L'intervista
La missione di Road to Recovery, Ong israeliana: “Così salviamo i bambini di Gaza”
di HaKol - 30 Ottobre 2025 alle 13:45
Mentre il Medio Oriente cerca un equilibrio dopo mesi di guerra, c’è chi continua a costruire ponti umanitari. È la missione di Road to Recovery, Ong israeliana che per anni ha dato assistenza ai gazawi – soprattutto bambini – dai posti di blocco verso gli ospedali dello Stato ebraico.

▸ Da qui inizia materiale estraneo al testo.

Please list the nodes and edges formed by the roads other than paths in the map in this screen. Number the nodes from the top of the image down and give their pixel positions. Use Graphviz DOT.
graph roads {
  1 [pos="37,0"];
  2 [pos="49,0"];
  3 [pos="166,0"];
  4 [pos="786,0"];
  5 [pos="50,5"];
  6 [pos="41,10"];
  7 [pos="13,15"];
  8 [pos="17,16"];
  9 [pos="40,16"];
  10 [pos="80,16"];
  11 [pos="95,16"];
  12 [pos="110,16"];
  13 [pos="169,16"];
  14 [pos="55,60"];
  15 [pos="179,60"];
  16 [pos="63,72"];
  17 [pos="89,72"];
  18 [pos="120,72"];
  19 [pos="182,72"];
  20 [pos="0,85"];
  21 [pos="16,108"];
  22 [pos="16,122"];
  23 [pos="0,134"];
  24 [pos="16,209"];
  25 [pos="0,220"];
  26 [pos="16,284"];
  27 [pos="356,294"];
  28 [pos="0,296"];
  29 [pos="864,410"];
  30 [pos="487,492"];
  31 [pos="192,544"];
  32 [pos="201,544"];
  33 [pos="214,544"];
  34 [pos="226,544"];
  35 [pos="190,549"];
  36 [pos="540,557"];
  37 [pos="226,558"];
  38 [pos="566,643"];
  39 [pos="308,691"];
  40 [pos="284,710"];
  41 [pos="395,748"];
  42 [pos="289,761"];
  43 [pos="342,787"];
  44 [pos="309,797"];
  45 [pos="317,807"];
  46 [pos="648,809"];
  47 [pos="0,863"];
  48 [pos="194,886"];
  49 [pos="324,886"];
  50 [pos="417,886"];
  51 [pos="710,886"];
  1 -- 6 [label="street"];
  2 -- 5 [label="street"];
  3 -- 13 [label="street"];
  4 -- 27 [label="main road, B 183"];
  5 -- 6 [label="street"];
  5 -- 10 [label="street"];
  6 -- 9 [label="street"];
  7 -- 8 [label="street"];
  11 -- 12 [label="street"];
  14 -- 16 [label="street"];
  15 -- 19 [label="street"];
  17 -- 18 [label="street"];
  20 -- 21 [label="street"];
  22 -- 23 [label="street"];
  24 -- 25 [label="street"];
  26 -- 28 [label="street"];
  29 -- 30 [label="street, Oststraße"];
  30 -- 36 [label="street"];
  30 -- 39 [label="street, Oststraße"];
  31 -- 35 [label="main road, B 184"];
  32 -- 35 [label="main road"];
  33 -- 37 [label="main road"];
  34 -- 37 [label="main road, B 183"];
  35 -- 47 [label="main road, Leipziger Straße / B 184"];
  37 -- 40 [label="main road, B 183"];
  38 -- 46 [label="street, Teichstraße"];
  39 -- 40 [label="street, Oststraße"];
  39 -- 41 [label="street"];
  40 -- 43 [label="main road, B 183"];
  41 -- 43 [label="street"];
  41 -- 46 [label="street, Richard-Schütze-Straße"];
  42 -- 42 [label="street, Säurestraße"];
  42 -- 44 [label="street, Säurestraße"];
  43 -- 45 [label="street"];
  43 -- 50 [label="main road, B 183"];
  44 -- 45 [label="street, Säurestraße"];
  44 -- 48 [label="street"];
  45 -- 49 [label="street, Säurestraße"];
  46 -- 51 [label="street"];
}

Per la CEO Yael Noy, anche se la pace sembra lontana, lo spirito è lo stesso: non fermarsi, perché ogni vita salvata è un passo verso la riconciliazione.
Road to Recovery non ha mai smesso di costruire ponti, nemmeno nel pieno della guerra. Ora c’è una prospettiva di pace. Lei è ottimista?
«Avere un cessate il fuoco non significa che siamo in pace ora. Non so se sono ottimista, ma continuiamo a fare quello che stiamo facendo perché è la nostra missione, la stiamo portando avanti. Non vedo una rapida fine di questa guerra. Israele ha smesso di bombardare Gaza, ma non è ancora una pace vera e propria. Ora non possiamo aiutare i nostri pazienti a Gaza, hanno bisogno di tantissimo aiuto. Andiamo avanti e non ci fermeremo».
Dal punto di vista operativo, come state riorganizzando la logistica e le attività sanitarie se l’accordo di tregua dovesse reggere?
«La nostra logistica è la stessa. Stiamo facendo un sacco di cose, abbiamo persone che lavorano in Cisgiordania, abbiamo il nostro coordinatore in Cisgiordania, e i nostri coordinatori qui in Israele, e stiamo lavorando insieme. Non importa cosa stia succedendo. Noi continuiamo a lavorare insieme e a fare ciò che dobbiamo fare».
L’Italia sta sviluppando un piano umanitario senza precedenti, inclusa l’assistenza per i bambini con disabilità. La vostra Ong come può collaborare con il nostro Paese?
«Beh, abbiamo bisogno di tutto l’aiuto possibile. Poche sere fa ho parlato con una mia collega che sta cercando di aiutare le persone di Gaza: abbiamo due pazienti che non sono nella Striscia, ora sono in Egitto. Sono due bambini molto malati, non ricevono alcun sostegno lì: stiamo cercando qualcuno che li aiuti in Europa. Se un Paese potesse prenderli e curarli – in Italia oppure ovunque – saremmo felici. Quindi, se l’Italia ha un’organizzazione in grado di aiutare i bambini malati che hanno bisogno di aiuto, possiamo lavorare insieme».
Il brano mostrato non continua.